■ PROBLEM STATEMENT:
In the entries that follow, find the word "road" and report each line it is on.

* * *

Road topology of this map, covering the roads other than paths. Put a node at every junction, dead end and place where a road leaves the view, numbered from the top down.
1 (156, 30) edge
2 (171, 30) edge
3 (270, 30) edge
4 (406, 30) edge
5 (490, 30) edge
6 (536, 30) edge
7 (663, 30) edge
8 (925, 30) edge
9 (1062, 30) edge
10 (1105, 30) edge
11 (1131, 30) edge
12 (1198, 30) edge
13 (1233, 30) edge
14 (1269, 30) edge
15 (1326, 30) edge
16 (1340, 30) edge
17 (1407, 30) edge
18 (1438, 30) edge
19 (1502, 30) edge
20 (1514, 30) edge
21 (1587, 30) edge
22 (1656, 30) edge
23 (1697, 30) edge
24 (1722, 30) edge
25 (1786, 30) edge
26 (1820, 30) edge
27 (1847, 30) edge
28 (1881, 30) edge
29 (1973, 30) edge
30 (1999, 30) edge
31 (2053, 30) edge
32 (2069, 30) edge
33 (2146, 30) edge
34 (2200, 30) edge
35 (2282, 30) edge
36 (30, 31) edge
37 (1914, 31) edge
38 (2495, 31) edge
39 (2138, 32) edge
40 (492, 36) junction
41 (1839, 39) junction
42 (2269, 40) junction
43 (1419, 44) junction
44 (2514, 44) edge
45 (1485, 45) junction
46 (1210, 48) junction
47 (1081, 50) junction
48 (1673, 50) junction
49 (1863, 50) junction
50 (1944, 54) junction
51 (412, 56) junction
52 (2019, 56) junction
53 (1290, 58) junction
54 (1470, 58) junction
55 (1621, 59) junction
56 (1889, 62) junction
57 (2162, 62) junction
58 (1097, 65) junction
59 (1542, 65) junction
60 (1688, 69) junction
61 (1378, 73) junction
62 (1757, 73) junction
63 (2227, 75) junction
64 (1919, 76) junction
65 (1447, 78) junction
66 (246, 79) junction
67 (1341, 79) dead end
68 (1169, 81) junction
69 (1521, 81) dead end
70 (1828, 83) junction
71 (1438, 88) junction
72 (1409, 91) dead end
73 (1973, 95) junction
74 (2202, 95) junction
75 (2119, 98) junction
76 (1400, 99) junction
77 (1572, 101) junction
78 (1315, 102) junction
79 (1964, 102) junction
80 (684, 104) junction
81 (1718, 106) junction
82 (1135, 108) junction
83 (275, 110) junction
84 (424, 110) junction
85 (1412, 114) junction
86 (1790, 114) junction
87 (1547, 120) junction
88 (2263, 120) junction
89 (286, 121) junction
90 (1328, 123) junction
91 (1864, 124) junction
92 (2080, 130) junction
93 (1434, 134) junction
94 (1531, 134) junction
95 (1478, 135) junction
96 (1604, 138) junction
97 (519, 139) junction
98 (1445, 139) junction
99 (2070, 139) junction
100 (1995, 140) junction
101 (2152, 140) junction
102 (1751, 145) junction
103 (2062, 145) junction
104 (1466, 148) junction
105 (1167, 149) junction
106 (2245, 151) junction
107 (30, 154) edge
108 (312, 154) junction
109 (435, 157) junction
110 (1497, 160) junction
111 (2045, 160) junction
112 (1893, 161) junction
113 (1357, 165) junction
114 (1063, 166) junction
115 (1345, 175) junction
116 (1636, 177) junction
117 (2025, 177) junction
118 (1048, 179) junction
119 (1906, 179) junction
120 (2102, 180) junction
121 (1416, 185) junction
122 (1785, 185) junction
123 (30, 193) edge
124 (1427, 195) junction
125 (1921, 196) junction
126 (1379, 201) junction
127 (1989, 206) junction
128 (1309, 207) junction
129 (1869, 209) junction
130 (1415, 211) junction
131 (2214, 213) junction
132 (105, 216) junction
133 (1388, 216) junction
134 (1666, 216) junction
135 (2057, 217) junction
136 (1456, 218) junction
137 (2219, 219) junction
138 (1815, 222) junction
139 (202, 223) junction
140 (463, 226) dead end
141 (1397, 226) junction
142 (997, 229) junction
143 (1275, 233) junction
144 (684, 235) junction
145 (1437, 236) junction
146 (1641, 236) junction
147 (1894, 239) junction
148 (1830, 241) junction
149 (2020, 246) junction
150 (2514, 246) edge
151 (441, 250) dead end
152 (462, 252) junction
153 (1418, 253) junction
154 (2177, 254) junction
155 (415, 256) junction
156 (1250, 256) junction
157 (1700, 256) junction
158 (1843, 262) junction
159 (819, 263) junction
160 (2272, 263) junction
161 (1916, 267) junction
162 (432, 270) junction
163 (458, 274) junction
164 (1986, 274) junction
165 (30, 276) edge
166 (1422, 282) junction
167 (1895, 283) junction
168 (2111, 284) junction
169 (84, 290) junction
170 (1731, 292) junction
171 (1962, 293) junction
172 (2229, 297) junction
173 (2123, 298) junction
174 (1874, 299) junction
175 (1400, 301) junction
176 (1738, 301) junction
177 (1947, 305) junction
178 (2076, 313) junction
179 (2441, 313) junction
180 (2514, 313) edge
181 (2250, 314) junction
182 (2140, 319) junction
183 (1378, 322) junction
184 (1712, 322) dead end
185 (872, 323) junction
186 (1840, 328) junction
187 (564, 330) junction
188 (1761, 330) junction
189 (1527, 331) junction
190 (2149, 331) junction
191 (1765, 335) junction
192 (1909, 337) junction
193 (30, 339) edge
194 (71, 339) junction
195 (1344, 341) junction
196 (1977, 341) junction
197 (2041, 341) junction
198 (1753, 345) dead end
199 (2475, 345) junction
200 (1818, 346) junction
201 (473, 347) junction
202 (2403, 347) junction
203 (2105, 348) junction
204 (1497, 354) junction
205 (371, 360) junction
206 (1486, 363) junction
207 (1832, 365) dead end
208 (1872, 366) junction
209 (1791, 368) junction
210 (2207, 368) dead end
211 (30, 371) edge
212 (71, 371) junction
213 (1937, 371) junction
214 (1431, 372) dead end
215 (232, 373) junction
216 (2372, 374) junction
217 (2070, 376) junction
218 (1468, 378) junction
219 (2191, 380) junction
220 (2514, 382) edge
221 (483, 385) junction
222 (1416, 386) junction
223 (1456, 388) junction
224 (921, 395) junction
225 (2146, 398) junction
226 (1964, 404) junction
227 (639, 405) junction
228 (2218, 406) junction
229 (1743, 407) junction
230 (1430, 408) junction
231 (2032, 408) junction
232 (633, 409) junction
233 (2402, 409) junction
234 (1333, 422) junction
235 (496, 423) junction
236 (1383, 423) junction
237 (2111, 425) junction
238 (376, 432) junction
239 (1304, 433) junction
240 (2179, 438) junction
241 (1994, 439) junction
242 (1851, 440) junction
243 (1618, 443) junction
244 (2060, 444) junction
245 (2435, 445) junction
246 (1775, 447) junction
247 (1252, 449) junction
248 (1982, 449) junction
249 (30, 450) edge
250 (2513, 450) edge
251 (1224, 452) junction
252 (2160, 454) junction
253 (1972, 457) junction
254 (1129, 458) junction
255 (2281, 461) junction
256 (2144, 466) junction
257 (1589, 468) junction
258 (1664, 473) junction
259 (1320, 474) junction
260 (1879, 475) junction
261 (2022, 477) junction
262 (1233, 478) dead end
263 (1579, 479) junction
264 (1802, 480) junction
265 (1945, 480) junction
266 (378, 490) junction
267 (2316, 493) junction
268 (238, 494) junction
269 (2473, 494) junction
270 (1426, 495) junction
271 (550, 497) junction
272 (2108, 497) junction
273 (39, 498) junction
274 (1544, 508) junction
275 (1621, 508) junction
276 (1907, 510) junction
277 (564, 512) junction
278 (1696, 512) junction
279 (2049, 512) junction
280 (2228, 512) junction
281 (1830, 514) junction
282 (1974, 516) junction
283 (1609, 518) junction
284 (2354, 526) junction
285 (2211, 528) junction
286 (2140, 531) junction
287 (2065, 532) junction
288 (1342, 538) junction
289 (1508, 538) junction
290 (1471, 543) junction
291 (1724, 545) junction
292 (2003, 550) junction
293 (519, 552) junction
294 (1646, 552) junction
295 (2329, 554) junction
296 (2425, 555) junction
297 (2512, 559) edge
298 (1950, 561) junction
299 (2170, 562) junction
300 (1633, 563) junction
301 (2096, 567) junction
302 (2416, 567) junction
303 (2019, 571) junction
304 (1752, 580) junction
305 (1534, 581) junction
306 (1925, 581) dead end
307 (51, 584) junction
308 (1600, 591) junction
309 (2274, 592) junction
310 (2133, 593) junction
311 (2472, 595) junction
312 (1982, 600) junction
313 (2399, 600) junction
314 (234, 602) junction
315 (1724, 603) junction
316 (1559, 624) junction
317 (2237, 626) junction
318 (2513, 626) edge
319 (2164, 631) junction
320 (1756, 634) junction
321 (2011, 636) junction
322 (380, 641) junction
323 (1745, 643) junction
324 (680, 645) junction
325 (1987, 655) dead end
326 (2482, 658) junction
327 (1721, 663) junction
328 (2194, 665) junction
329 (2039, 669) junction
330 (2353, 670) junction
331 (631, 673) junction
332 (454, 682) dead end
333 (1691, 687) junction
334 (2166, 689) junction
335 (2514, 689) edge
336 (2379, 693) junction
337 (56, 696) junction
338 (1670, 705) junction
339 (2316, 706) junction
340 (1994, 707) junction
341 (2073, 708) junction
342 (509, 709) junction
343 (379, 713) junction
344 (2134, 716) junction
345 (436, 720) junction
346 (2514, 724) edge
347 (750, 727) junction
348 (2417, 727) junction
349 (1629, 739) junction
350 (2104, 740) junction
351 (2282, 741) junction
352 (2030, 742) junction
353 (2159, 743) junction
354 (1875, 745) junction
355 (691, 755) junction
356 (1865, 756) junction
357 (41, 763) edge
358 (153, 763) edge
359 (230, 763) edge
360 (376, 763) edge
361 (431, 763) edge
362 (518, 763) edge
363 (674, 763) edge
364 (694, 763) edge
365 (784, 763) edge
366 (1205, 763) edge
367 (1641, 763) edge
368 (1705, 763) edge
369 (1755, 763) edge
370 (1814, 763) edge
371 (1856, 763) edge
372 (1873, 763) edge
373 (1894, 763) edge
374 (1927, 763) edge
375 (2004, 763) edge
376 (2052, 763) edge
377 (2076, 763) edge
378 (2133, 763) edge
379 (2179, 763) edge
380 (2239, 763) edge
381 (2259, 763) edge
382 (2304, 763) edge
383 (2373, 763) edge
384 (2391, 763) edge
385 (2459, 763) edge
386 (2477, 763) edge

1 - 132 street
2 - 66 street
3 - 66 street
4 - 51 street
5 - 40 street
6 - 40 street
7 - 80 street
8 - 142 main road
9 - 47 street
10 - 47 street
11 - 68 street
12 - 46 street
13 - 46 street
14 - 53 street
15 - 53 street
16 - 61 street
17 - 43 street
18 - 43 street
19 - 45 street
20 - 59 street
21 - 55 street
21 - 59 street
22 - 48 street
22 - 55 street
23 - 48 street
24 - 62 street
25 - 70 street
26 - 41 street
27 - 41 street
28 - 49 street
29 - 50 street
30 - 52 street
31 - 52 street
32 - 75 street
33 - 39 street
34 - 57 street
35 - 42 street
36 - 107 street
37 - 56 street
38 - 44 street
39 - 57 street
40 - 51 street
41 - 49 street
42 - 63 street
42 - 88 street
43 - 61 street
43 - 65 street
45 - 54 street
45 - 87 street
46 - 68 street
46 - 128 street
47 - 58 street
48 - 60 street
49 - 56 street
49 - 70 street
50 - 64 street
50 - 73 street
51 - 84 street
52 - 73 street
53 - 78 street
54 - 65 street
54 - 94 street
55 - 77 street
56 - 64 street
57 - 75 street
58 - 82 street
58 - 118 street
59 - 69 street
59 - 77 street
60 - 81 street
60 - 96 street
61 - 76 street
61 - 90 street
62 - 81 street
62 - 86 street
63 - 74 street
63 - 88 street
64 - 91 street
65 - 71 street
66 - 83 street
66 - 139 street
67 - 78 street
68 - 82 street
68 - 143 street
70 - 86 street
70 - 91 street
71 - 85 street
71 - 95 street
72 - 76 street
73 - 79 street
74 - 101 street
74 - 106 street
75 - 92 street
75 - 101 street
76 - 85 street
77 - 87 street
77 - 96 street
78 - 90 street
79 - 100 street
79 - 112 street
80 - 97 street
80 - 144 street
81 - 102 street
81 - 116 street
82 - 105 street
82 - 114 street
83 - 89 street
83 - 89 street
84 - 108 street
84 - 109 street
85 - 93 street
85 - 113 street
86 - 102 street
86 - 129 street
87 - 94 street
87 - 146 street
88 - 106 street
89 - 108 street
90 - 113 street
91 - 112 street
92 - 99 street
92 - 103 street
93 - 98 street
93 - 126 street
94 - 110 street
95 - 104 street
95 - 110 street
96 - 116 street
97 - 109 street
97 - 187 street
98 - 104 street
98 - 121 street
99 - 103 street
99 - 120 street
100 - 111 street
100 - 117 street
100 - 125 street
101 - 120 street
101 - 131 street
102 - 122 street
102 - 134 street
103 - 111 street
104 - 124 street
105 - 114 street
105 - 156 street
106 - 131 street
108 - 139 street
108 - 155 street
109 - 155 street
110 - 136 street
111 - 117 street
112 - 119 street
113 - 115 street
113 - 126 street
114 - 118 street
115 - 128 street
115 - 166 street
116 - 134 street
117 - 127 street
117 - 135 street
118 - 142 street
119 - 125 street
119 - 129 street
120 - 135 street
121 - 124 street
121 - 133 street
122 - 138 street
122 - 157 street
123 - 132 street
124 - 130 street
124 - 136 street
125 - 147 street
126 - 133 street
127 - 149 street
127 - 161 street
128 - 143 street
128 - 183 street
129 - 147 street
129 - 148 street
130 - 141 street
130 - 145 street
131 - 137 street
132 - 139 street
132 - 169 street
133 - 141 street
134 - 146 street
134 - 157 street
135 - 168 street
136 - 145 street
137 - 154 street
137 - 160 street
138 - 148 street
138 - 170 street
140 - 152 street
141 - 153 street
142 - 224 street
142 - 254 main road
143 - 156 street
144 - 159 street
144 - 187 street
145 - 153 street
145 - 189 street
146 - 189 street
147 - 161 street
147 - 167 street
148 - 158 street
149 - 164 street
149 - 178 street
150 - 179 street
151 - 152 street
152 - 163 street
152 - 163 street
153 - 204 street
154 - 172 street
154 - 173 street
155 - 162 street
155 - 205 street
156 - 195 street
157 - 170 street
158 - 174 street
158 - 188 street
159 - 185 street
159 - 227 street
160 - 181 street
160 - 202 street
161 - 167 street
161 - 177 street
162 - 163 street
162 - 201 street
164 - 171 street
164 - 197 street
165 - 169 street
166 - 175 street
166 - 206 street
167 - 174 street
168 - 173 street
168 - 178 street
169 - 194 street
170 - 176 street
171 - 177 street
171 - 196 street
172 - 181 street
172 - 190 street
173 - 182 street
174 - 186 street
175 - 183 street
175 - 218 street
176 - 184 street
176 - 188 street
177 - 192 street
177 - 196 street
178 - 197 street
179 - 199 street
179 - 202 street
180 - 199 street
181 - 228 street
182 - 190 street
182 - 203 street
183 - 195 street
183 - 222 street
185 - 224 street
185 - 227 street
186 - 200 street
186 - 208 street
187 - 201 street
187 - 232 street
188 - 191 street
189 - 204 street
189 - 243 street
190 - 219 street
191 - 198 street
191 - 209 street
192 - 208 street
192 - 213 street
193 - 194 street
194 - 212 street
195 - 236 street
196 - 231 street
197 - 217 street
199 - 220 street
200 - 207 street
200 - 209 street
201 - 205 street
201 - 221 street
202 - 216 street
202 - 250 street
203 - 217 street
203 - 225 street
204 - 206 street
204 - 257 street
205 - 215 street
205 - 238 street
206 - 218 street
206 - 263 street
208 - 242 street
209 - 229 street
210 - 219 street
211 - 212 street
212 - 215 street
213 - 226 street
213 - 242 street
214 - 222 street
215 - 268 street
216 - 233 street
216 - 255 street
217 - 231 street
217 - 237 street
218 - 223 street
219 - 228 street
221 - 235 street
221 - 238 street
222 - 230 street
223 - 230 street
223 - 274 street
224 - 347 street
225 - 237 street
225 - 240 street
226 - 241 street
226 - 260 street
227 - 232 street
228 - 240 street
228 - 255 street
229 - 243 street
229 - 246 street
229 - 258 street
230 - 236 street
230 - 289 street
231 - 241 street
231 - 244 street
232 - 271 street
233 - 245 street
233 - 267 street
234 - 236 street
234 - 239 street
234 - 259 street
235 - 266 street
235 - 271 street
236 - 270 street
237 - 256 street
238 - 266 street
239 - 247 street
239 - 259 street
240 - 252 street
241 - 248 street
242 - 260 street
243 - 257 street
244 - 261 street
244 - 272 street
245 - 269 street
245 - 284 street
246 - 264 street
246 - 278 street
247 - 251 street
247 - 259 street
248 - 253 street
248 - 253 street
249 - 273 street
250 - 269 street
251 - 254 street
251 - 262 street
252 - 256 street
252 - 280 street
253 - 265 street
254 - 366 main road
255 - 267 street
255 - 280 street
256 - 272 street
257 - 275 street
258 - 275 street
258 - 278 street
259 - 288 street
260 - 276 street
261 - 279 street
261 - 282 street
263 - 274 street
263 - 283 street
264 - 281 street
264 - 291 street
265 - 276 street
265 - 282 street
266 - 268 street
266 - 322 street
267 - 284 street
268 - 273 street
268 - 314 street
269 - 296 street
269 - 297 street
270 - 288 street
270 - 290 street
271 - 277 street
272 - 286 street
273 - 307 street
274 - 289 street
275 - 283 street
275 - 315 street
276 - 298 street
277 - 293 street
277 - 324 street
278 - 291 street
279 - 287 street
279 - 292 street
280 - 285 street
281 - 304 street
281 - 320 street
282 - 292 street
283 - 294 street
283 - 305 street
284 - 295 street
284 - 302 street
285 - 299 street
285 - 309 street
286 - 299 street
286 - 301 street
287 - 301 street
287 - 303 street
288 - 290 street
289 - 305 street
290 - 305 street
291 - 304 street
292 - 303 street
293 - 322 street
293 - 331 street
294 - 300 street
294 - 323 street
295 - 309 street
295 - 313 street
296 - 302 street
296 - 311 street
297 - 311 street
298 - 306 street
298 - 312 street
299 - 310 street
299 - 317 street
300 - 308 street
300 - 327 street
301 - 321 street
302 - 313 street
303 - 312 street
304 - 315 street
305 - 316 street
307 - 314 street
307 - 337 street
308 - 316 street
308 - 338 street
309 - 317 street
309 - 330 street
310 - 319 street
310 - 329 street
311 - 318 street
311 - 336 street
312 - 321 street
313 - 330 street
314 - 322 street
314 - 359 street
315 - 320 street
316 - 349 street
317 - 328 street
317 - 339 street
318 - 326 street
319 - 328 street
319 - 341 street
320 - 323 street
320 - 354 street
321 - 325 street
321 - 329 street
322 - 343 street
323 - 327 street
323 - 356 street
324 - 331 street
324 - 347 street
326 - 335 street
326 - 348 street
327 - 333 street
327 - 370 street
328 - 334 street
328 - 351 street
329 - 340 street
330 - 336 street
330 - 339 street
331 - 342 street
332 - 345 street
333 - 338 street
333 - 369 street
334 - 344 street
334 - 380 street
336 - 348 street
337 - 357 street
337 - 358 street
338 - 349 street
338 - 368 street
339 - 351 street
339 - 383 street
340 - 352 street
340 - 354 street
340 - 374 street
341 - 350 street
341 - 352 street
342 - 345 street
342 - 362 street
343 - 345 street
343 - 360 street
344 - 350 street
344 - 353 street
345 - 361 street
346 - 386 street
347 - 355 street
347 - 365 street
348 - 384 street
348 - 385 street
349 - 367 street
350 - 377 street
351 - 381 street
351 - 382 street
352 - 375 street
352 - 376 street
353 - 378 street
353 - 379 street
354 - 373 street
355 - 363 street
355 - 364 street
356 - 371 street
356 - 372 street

* * *

■ FINISHED TASK:
Road topology of this map, covering the roads other than paths. Put a node at every junction, dead end and place where a road leaves the view, numbered from the top down.
8 - 142 main road
142 - 254 main road
254 - 366 main road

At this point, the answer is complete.